Face au budget 2027 et à un effort de 30 milliards d’euros, le Premier ministre Sébastien Lecornu met les retraités à contribution pour 6 milliards, via un gel de l’indexation ou un rabot sur l’abattement fiscal de 10 %. Une décision qui ravive les tensions intergénérationnelles.
Alors que le gouvernement cherche à ramener le déficit sous la barre des 5 % du PIB, Matignon relance le débat sur le partage de l’effort entre actifs et retraités. Cotisations toujours plus lourdes pour les premiers, pensions sous pression pour les seconds : la fracture s’élargit.
Semaine décisive pour le projet de loi de finances 2027. Après un premier séminaire, Sébastien Lecornu convoque une nouvelle réunion des ministres le 17 septembre après avoir annoncé vouloir plancher sur la baisse des revenus de ces derniers.
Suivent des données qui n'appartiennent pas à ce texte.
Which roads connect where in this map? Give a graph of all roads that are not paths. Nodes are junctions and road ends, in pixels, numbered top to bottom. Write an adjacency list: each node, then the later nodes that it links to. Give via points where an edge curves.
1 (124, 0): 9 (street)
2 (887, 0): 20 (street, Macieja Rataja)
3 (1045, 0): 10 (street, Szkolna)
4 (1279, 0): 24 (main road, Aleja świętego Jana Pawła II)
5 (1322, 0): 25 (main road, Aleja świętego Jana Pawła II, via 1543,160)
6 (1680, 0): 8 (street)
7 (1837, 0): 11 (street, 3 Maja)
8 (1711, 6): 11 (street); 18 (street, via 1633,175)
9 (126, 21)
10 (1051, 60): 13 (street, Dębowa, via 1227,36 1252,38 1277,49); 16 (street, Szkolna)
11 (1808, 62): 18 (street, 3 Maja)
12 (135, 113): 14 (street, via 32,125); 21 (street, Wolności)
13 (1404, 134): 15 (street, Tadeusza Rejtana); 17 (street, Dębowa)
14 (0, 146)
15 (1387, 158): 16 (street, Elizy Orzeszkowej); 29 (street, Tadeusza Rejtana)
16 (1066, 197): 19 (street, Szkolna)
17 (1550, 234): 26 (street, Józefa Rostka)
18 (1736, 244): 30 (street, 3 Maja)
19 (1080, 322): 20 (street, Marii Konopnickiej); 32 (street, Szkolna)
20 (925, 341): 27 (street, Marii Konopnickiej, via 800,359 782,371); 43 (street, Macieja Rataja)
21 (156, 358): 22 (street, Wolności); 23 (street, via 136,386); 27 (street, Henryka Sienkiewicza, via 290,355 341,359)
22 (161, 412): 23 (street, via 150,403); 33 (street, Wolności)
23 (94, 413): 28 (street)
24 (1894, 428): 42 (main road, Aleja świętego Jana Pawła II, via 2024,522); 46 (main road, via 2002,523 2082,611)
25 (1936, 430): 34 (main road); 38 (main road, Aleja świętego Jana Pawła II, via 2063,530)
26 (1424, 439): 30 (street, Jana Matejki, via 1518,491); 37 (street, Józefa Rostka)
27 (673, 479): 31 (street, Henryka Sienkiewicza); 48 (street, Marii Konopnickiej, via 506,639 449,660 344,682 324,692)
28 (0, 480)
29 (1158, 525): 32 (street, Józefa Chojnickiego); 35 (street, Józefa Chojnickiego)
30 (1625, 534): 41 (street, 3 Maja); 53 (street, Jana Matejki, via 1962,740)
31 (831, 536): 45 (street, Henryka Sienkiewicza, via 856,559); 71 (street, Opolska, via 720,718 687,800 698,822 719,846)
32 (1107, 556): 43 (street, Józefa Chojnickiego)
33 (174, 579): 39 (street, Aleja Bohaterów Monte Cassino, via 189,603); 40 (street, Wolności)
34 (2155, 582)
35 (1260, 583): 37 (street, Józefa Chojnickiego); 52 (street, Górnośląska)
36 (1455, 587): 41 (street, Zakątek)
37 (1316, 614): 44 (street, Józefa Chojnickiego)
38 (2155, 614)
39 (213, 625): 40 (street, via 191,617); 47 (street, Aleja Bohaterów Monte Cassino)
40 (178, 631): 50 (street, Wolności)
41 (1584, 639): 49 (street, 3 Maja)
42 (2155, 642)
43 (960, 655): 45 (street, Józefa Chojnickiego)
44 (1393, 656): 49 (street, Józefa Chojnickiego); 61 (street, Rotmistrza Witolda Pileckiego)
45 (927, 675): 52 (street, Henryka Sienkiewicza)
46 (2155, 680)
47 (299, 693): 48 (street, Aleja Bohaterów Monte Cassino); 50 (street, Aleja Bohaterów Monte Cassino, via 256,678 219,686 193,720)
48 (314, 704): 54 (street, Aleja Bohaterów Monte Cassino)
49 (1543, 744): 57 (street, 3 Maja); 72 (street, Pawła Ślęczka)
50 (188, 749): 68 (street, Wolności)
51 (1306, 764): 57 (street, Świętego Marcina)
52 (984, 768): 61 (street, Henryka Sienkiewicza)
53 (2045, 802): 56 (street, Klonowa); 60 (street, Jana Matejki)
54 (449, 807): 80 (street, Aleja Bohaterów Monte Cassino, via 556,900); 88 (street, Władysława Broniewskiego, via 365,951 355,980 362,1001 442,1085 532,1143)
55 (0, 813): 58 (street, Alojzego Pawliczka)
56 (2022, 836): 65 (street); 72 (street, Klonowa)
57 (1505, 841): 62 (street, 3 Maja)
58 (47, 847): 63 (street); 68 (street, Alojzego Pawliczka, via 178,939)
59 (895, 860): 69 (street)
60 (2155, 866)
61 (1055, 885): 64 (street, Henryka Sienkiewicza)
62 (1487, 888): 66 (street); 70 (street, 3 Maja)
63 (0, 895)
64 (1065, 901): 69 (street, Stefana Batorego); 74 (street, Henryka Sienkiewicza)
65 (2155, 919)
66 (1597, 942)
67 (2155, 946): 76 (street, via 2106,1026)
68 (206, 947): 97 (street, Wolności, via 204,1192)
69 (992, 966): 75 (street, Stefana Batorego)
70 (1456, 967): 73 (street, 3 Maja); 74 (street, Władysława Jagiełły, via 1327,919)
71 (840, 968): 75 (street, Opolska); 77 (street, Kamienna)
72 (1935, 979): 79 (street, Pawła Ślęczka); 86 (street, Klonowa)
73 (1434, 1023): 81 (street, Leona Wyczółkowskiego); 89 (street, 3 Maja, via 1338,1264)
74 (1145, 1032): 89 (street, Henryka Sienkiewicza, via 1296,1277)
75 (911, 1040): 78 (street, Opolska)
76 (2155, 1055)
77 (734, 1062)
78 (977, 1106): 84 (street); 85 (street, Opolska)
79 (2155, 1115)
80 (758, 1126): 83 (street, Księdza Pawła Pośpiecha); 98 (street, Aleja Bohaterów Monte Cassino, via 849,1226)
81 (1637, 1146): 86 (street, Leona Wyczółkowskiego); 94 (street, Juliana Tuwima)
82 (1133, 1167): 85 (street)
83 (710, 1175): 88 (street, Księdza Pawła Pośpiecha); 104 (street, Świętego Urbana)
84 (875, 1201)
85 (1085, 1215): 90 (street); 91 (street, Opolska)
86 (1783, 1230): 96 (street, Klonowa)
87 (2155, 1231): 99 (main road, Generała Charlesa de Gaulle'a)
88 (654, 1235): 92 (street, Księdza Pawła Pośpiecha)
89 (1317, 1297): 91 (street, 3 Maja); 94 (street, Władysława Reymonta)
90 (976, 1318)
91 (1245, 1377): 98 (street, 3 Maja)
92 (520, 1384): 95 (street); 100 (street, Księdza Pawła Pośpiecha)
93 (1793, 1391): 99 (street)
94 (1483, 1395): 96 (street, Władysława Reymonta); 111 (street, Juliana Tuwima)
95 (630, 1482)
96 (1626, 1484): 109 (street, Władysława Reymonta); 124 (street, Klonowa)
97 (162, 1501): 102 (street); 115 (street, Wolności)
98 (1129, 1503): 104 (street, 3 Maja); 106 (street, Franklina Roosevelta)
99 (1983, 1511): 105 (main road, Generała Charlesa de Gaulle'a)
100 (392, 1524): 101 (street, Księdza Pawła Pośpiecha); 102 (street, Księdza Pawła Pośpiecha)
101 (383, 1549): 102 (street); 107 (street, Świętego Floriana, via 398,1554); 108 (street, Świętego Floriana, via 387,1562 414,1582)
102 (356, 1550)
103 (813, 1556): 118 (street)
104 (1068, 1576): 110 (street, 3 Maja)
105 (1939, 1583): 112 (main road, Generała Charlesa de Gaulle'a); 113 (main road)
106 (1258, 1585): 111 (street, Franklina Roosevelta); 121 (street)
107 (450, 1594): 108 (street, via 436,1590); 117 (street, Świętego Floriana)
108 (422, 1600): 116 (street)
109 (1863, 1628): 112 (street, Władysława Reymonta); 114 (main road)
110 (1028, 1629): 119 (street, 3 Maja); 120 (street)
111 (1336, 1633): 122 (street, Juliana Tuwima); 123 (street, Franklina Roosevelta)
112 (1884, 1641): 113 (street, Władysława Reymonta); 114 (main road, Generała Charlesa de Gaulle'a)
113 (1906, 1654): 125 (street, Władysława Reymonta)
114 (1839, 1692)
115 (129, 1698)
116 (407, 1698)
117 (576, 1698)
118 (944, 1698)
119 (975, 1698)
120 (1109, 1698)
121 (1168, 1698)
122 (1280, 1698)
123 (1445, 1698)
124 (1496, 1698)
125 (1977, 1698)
Roland Lescure, ministre de l’Économie, a évoqué un « effort » de l’ordre de 30 milliards d’euros.
Deux options principales sont sur la table : une désindexation ou sous-indexation temporaire des pensions sur l’inflation, ou la remise en cause de l’abattement fiscal historique de 10 % dont bénéficient les pensionnés. « Aucune pension ne diminuera » en valeur absolue, promet Lescure, tout en jugeant « utile et juste » que les retraités participent.
Jean-Pierre Farandou, ministre du Travail, estime de son côté qu’il n’est « pas illogique de faire appel à un effort des retraités ».
Sur X, les réactions témoignent du caractère sensible du sujet à quelques mois de l’élection présidentielle : « Budget à la recherche d’économie, Lecornu à la dérive envisage un effort des retraités. Que Marine Le Pen et Mélenchon se prononcent clairement sur cette très mauvaise idée de saigner des vieux en possession d’une carte d’électeur », écrit un internaute.